Deconstruction of the 46-year-old viaduct has started at the Gillies Avenue bridge at the northern end of the viaduct.

It has been a symbolic entrance to central Auckland for people driving north on the Southern Motorway since it opened in 1966.

"It has served Auckland well for almost half a century, but its replacement is much better designed to meet the increasing demands of a growing city," says the NZTA's State Highways Manager for Auckland and Northland, Tommy Parker.

The old northbound viaduct was constructed with 223 concrete segments, each weighing between 60 and 110 tonnes.  The blue gantry will work its way southwards towards St Marks Road, lowering the concrete segments as it goes during the next six months. The segments will be transported away from the site where they will be processed and their parts recycled.

Despite the technically challenging project, the NZTA and its project partners (Leightons, Fulton Hogan, Boffa Miskell, URS, VSL, BECA and Tonkin & Taylor) have been constructing a replacement viaduct and deconstructing (removing) the old one beside a section of motorway that carries on average 160,000 vehicles a day.

"We've been able to do that because of the good support we have had from drivers," says Mr Parker.  "Drivers are travelling through a live construction zone and sometimes there's little more than a metre separating our workers and motorway traffic.

"Reducing the speed limit of 70kph was the key in allowing us to keep the motorway open at virtually full capacity throughout the replacement process.  Driving conditions are more challenging with the motorway lanes temporarily narrowed across the viaduct.  The job's not quite done, and we urge all drivers to continue to observe the lower speed limit for their own safety, the safety of their passengers, and the safety of construction workers."

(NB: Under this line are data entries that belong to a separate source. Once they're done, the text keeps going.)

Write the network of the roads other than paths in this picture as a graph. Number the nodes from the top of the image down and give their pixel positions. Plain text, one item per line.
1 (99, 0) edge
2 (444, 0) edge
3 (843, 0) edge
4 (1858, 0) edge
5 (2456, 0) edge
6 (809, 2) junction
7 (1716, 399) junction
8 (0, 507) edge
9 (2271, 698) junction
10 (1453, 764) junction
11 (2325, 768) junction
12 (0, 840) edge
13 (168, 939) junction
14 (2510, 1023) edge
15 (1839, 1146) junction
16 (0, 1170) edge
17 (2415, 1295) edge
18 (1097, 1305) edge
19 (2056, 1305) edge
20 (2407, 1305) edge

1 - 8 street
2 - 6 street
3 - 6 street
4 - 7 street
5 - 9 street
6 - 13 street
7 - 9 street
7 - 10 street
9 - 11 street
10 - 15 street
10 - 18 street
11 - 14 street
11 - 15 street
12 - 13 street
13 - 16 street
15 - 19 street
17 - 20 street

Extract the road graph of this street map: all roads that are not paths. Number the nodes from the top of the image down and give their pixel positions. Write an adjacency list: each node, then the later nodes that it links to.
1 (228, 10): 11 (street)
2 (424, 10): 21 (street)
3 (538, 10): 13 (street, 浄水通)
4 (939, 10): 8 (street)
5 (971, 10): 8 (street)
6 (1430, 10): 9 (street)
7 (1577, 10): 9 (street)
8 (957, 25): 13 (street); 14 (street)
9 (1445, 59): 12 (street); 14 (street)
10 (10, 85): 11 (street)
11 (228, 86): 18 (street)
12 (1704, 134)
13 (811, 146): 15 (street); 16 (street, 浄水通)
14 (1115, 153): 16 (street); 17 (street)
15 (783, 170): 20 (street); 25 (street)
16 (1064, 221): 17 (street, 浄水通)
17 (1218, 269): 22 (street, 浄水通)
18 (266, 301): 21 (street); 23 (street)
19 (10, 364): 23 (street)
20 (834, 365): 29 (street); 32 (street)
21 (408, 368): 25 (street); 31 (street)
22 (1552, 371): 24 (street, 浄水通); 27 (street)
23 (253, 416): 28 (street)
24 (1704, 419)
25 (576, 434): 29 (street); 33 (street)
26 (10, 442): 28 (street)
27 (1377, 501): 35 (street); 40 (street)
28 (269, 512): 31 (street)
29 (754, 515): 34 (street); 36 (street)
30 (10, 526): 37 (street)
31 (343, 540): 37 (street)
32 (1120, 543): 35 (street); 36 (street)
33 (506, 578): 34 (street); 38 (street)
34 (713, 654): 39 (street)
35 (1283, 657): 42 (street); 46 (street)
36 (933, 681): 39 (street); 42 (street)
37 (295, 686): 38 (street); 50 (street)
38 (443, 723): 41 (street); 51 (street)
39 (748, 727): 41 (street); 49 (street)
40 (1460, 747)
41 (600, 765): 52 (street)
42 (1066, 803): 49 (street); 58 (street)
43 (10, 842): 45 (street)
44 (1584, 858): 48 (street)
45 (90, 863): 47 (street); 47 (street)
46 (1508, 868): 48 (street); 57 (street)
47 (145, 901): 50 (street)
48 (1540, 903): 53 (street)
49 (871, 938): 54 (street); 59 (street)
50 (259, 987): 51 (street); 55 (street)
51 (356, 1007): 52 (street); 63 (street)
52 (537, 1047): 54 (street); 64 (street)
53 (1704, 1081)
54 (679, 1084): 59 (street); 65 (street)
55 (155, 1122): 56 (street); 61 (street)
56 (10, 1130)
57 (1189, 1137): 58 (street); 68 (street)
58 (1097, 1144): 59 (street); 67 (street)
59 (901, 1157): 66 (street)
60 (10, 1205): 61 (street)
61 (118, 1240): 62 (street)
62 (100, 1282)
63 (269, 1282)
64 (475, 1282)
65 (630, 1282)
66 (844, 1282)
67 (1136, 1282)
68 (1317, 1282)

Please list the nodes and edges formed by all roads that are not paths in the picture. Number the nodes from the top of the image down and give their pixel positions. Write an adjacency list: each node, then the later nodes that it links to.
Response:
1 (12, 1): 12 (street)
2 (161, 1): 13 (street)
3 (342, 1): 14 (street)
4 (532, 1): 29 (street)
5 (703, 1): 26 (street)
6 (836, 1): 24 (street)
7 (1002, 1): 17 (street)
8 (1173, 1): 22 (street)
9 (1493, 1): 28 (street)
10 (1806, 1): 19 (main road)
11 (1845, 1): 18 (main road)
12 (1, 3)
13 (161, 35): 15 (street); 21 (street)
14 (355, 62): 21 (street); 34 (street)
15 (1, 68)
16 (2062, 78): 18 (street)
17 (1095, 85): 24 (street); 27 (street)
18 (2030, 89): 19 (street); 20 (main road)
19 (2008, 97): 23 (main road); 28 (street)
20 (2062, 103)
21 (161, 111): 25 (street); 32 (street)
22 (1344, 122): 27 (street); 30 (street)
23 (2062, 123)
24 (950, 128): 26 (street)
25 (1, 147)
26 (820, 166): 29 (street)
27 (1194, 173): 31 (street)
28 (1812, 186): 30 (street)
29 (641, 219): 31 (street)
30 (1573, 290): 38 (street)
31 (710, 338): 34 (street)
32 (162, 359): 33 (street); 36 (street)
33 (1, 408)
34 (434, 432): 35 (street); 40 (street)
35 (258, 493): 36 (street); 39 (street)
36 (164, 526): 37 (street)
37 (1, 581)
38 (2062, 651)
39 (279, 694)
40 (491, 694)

The Newmarket Viaduct Replacement Project has replaced the old viaduct with its three lanes of northbound and southbound traffic.  The new viaduct 20 metres above Newmarket is wider and stronger, and has three lanes northbound and four lanes southbound. It is designed to withstand a 1 in 2,500 year seismic event.

The new southbound viaduct, the first stage of the project, was opened in 2010.  The old southbound viaduct was then removed and the new northbound one constructed in its place and opened last January.  The full project is due to be completed this December.